One debtor, for example, has been making loan and credit card payments for more than six years, yet he can't seem to make a dent in his mountain of debt. His woes stem from previously missed payments, which have resulted in additional fees and unmanageably high interest rates. There are options, however, to get out of this debt, one step at a time.

Credit counseling organizations affiliated with the National Foundation for Credit Counseling or the Association of Independent Consumer Credit Counseling Agencies can help you review your finances and speak to creditors on your behalf.

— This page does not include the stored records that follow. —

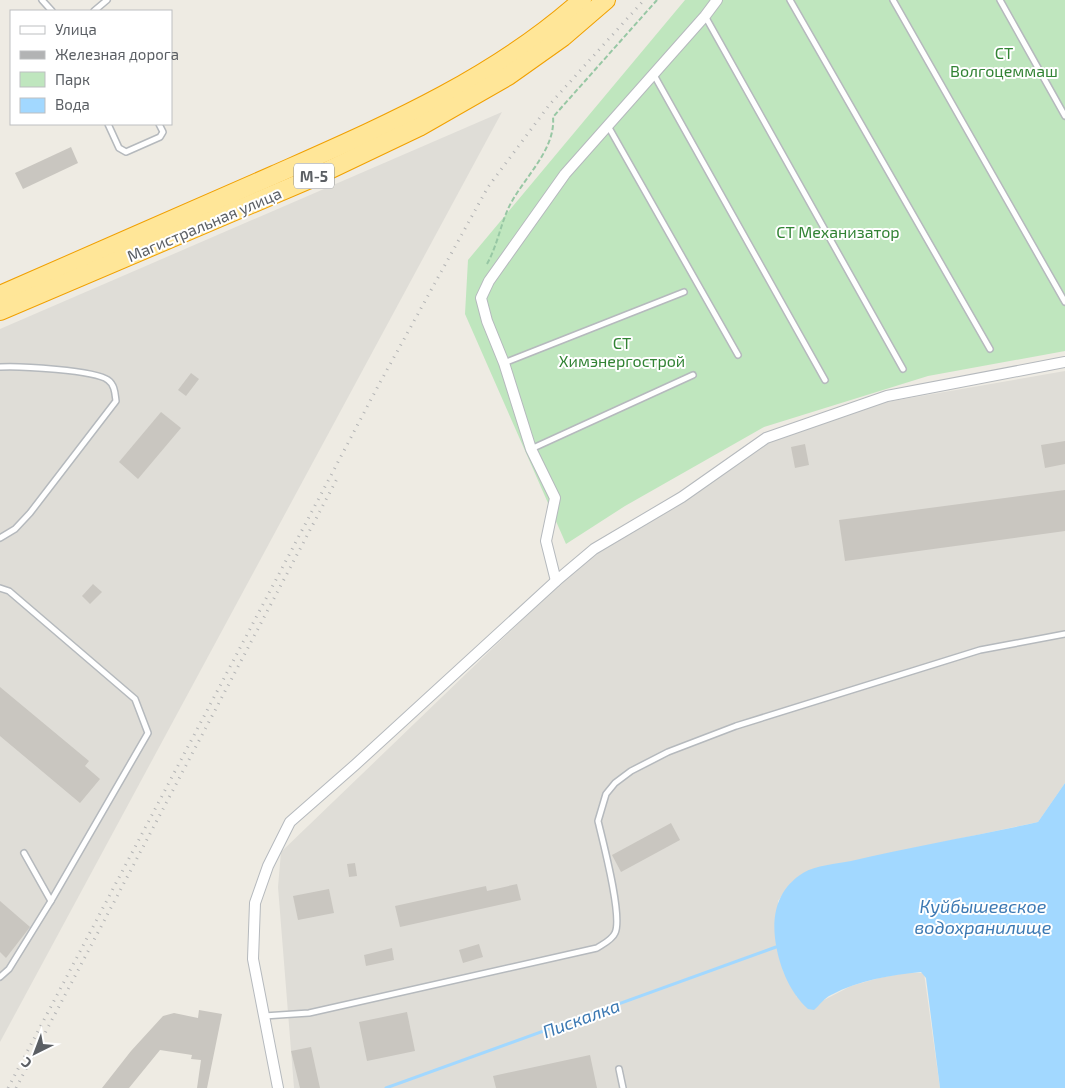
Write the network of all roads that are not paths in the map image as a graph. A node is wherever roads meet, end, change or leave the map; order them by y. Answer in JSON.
{"nodes":[{"id":1,"x":42,"y":0,"type":"edge"},
{"id":2,"x":107,"y":0,"type":"edge"},
{"id":3,"x":582,"y":0,"type":"edge"},
{"id":4,"x":606,"y":0,"type":"edge"},
{"id":5,"x":717,"y":0,"type":"edge"},
{"id":6,"x":790,"y":0,"type":"edge"},
{"id":7,"x":893,"y":0,"type":"edge"},
{"id":8,"x":1000,"y":0,"type":"edge"},
{"id":9,"x":51,"y":10,"type":"edge"},
{"id":10,"x":95,"y":10,"type":"edge"},
{"id":11,"x":705,"y":16,"type":"junction"},
{"id":12,"x":654,"y":75,"type":"junction"},
{"id":13,"x":1065,"y":116,"type":"edge"},
{"id":14,"x":108,"y":125,"type":"edge"},
{"id":15,"x":159,"y":125,"type":"edge"},
{"id":16,"x":608,"y":126,"type":"junction"},
{"id":17,"x":684,"y":292,"type":"dead end"},
{"id":18,"x":0,"y":295,"type":"edge"},
{"id":19,"x":1065,"y":302,"type":"edge"},
{"id":20,"x":0,"y":311,"type":"edge"},
{"id":21,"x":990,"y":349,"type":"dead end"},
{"id":22,"x":738,"y":355,"type":"dead end"},
{"id":23,"x":1065,"y":362,"type":"edge"},
{"id":24,"x":504,"y":363,"type":"junction"},
{"id":25,"x":0,"y":367,"type":"edge"},
{"id":26,"x":904,"y":369,"type":"dead end"},
{"id":27,"x":692,"y":375,"type":"dead end"},
{"id":28,"x":825,"y":380,"type":"dead end"},
{"id":29,"x":531,"y":449,"type":"junction"},
{"id":30,"x":0,"y":538,"type":"edge"},
{"id":31,"x":556,"y":581,"type":"junction"},
{"id":32,"x":0,"y":588,"type":"edge"},
{"id":33,"x":1065,"y":634,"type":"edge"},
{"id":34,"x":24,"y":853,"type":"dead end"},
{"id":35,"x":51,"y":901,"type":"junction"},
{"id":36,"x":0,"y":977,"type":"edge"},
{"id":37,"x":263,"y":1016,"type":"junction"},
{"id":38,"x":619,"y":1069,"type":"dead end"},
{"id":39,"x":278,"y":1088,"type":"edge"},
{"id":40,"x":623,"y":1088,"type":"edge"}],
"edges":[{"from":1,"to":9,"type":"lane"},
{"from":2,"to":10,"type":"lane"},
{"from":3,"to":18,"type":"highway","name":"Магистральная улица","number":"М-5"},
{"from":4,"to":20,"type":"highway","name":"Магистральная улица","number":"М-5"},
{"from":5,"to":11,"type":"street"},
{"from":6,"to":21,"type":"lane"},
{"from":7,"to":19,"type":"lane"},
{"from":8,"to":13,"type":"lane"},
{"from":11,"to":12,"type":"street"},
{"from":11,"to":26,"type":"lane"},
{"from":12,"to":16,"type":"street"},
{"from":12,"to":28,"type":"lane"},
{"from":14,"to":15,"type":"lane"},
{"from":16,"to":22,"type":"lane"},
{"from":16,"to":24,"type":"street"},
{"from":17,"to":24,"type":"lane"},
{"from":23,"to":31,"type":"street"},
{"from":24,"to":29,"type":"street"},
{"from":25,"to":30,"type":"lane"},
{"from":27,"to":29,"type":"lane"},
{"from":29,"to":31,"type":"street"},
{"from":31,"to":37,"type":"street"},
{"from":32,"to":35,"type":"lane"},
{"from":33,"to":37,"type":"lane"},
{"from":34,"to":35,"type":"lane"},
{"from":35,"to":36,"type":"lane"},
{"from":37,"to":39,"type":"street"},
{"from":38,"to":40,"type":"lane"}]}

There may be fees, but most plans will have you out of debt in five years or less.

Getting out of debt, especially high amounts, requires an extensive knowledge of your own finances. Creating a disciplined repayment plan can help get you back on track. Take a good look at your monthly expenses and decide on a specific amount that you can pay each month. Cut out unnecessary expenses, such as trips to the theater and restaurant dining. The more you can pay each month, the faster you can get out of debt. It may also be worth your time to talk to your creditors and ask them to reduce your interest rates.

While some people view it as a last resort, bankruptcy can be a good way to get out of debt. Chapter 7 discharges unsecured debts while Chapter 13 helps you repay some debts over a specified time period. Your credit score will take a hit and you may lose some property, but many people are willing to accept the costs to get out from under heavy debt.